Mais c’est trop nous arrêter sur des questions secondaires, et il nous faut, pour terminer notre étude, parler des habitudes. Malebranche en commence l’examen par l’exposé de la théorie des mouvements volontaires que nous avons précédemment résumée, puis il poursuit en ces termes :

« Afin de suivre notre explication, il faut remarquer que les esprits ne trouvent pas toujours les chemins par où ils doivent passer assez ouverts et assez libres, et que cela fait que nous avons, par exemple, de la difficulté à remuer les doigts avec la vitesse qui est nécessaire pour jouer des instruments de musique, ou les muscles qui servent à la prononciation pour prononcer les mots d’une langue étrangère ; mais que peu à peu les esprits animaux, par leur cours continuel, ouvrent et aplanissent ces chemins, en sorte qu’avec le temps ils n’y trouvent plus de résistance.
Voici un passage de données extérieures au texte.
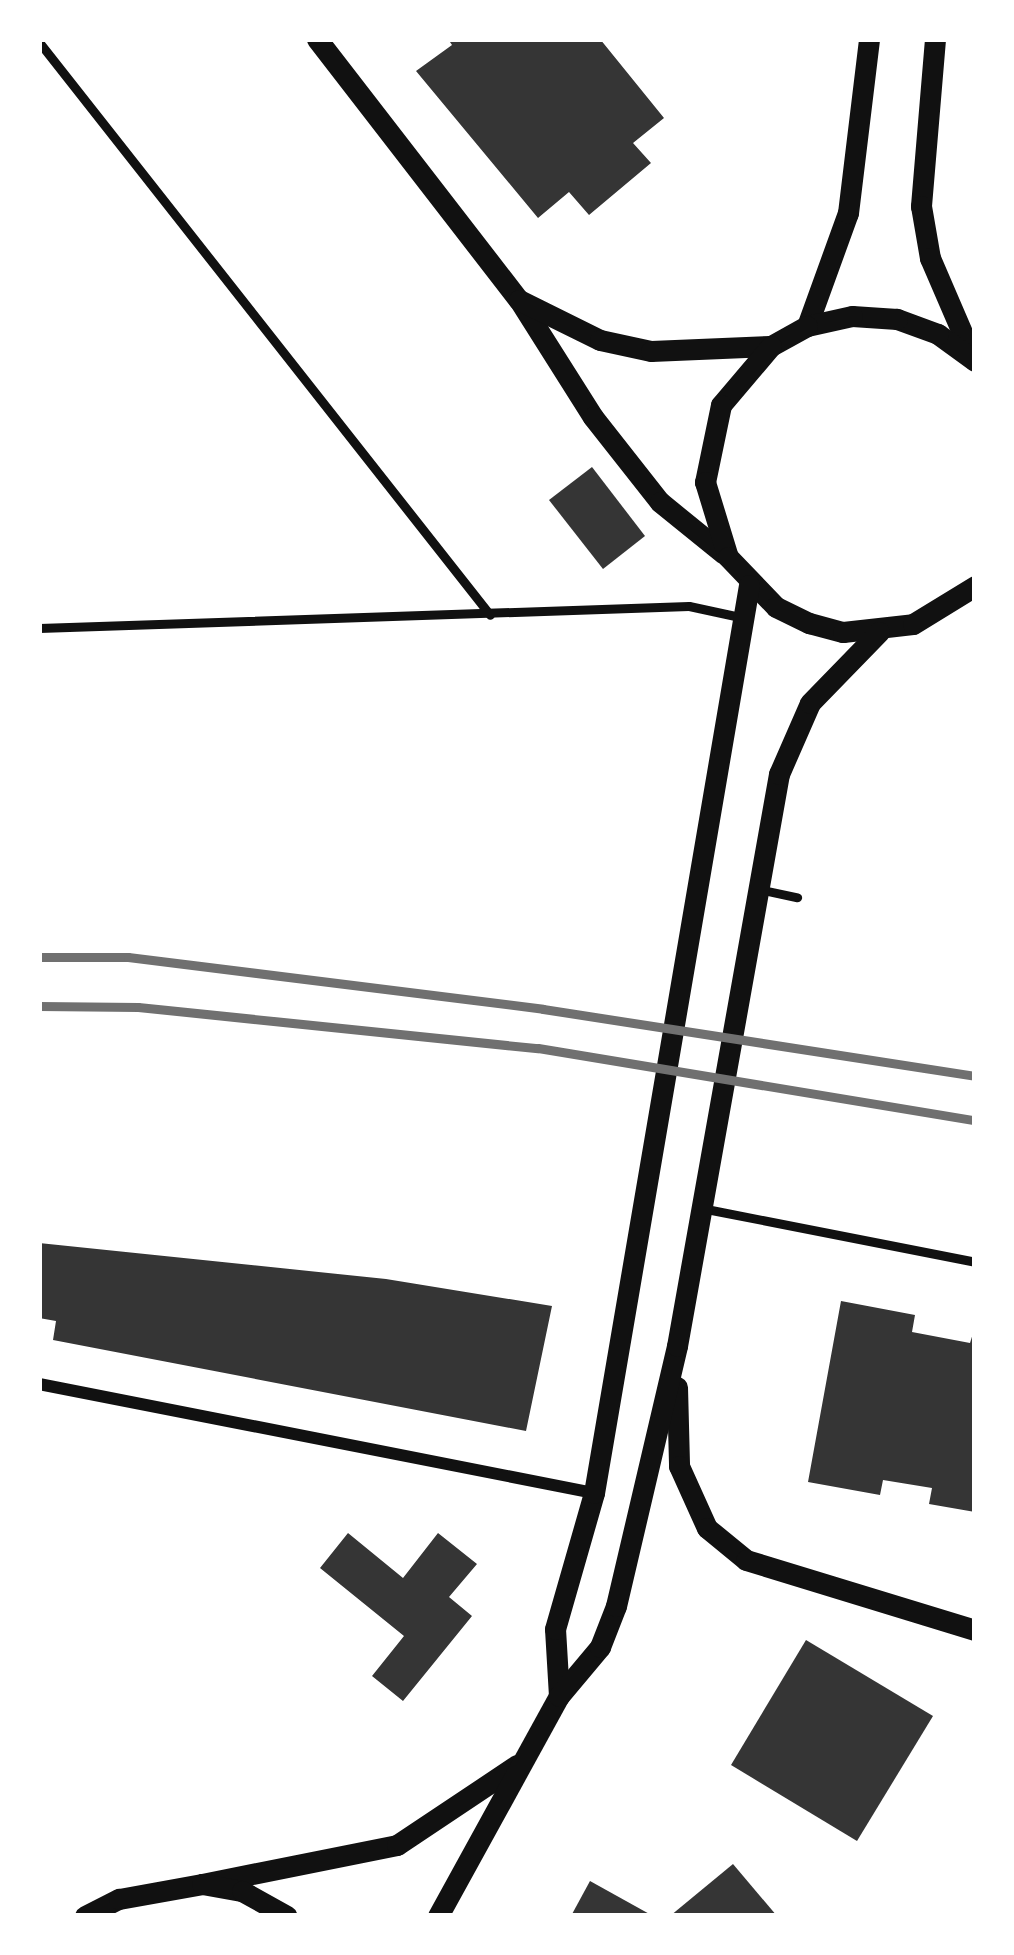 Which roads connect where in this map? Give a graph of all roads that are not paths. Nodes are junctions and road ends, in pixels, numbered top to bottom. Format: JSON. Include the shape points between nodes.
{"nodes":[{"id":1,"x":317,"y":39,"type":"edge"},
{"id":2,"x":869,"y":39,"type":"edge"},
{"id":3,"x":934,"y":39,"type":"edge"},
{"id":4,"x":39,"y":42,"type":"edge"},
{"id":5,"x":518,"y":300,"type":"junction"},
{"id":6,"x":808,"y":326,"type":"junction"},
{"id":7,"x":771,"y":346,"type":"junction"},
{"id":8,"x":975,"y":361,"type":"edge"},
{"id":9,"x":728,"y":557,"type":"junction"},
{"id":10,"x":749,"y":585,"type":"junction"},
{"id":11,"x":974,"y":587,"type":"edge"},
{"id":12,"x":490,"y":615,"type":"junction"},
{"id":13,"x":744,"y":618,"type":"junction"},
{"id":14,"x":39,"y":628,"type":"edge"},
{"id":15,"x":879,"y":632,"type":"junction"},
{"id":16,"x":758,"y":889,"type":"junction"},
{"id":17,"x":797,"y":897,"type":"dead end"},
{"id":18,"x":701,"y":1208,"type":"junction"},
{"id":19,"x":975,"y":1262,"type":"edge"},
{"id":20,"x":677,"y":1346,"type":"junction"},
{"id":21,"x":39,"y":1384,"type":"edge"},
{"id":22,"x":594,"y":1493,"type":"junction"},
{"id":23,"x":971,"y":1629,"type":"edge"},
{"id":24,"x":559,"y":1696,"type":"junction"},
{"id":25,"x":523,"y":1761,"type":"junction"},
{"id":26,"x":202,"y":1884,"type":"junction"},
{"id":27,"x":85,"y":1916,"type":"edge"},
{"id":28,"x":287,"y":1916,"type":"edge"},
{"id":29,"x":438,"y":1916,"type":"edge"}],
"edges":[{"from":1,"to":5,"type":"street"},
{"from":2,"to":6,"type":"street","via":[[848,213]]},
{"from":3,"to":8,"type":"street","via":[[921,206],[930,257]]},
{"from":4,"to":12,"type":"lane"},
{"from":5,"to":7,"type":"street","via":[[600,340],[651,351]]},
{"from":5,"to":9,"type":"street","via":[[660,502]]},
{"from":6,"to":7,"type":"street"},
{"from":6,"to":8,"type":"street","via":[[852,316],[896,319],[938,334]]},
{"from":7,"to":9,"type":"street","via":[[721,406],[708,443],[705,482]]},
{"from":9,"to":10,"type":"street"},
{"from":10,"to":13,"type":"street"},
{"from":10,"to":15,"type":"street","via":[[809,623]]},
{"from":11,"to":15,"type":"street","via":[[946,610]]},
{"from":12,"to":13,"type":"lane","via":[[689,606]]},
{"from":12,"to":14,"type":"lane"},
{"from":13,"to":22,"type":"street"},
{"from":15,"to":16,"type":"street","via":[[792,730]]},
{"from":16,"to":17,"type":"lane"},
{"from":16,"to":18,"type":"street"},
{"from":18,"to":19,"type":"lane"},
{"from":18,"to":20,"type":"street"},
{"from":20,"to":23,"type":"street","via":[[679,1466],[707,1528],[746,1560]]},
{"from":20,"to":24,"type":"street","via":[[616,1606],[600,1647]]},
{"from":21,"to":22,"type":"street"},
{"from":22,"to":24,"type":"street","via":[[555,1629]]},
{"from":24,"to":25,"type":"street"},
{"from":25,"to":26,"type":"street","via":[[397,1845]]},
{"from":25,"to":29,"type":"street"},
{"from":26,"to":27,"type":"street","via":[[142,1892]]},
{"from":26,"to":28,"type":"street","via":[[242,1891]]}]}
Or, c’est dans cette facilité que les esprits animaux ont de passer dans les membres de notre corps, que consistent les habitudes.

« Il est très facile, selon cette explication, de résoudre une infinité de questions qui regardent les habitudes comme, par exemple, pourquoi les enfants sont plus capables d’acquérir de nouvelles habitudes que les personnes plus âgées ; pourquoi il est très difficile de perdre de vieilles habitudes ; pourquoi les hommes, à force de parler, ont acquis une si grande facilité à cela, qu’ils prononcent leurs paroles avec une vitesse incroyable, et même sans y penser, comme il n’arrive que trop souvent à ceux qui disent des prières qu’ils sont accoutumés de faire depuis plusieurs années. Cependant, pour produire un seul mot, il faut remuer dans un certain temps et dans un certain ordre plusieurs muscles à la fois, comme ceux de la langue, des lèvres, du gosier et du diaphragme. Mais on pourra, avec un peu de méditation, se satisfaire sur ces questions et sur plusieurs autres très curieuses et assez utiles, et il n’est pas nécessaire de s’y arrêter.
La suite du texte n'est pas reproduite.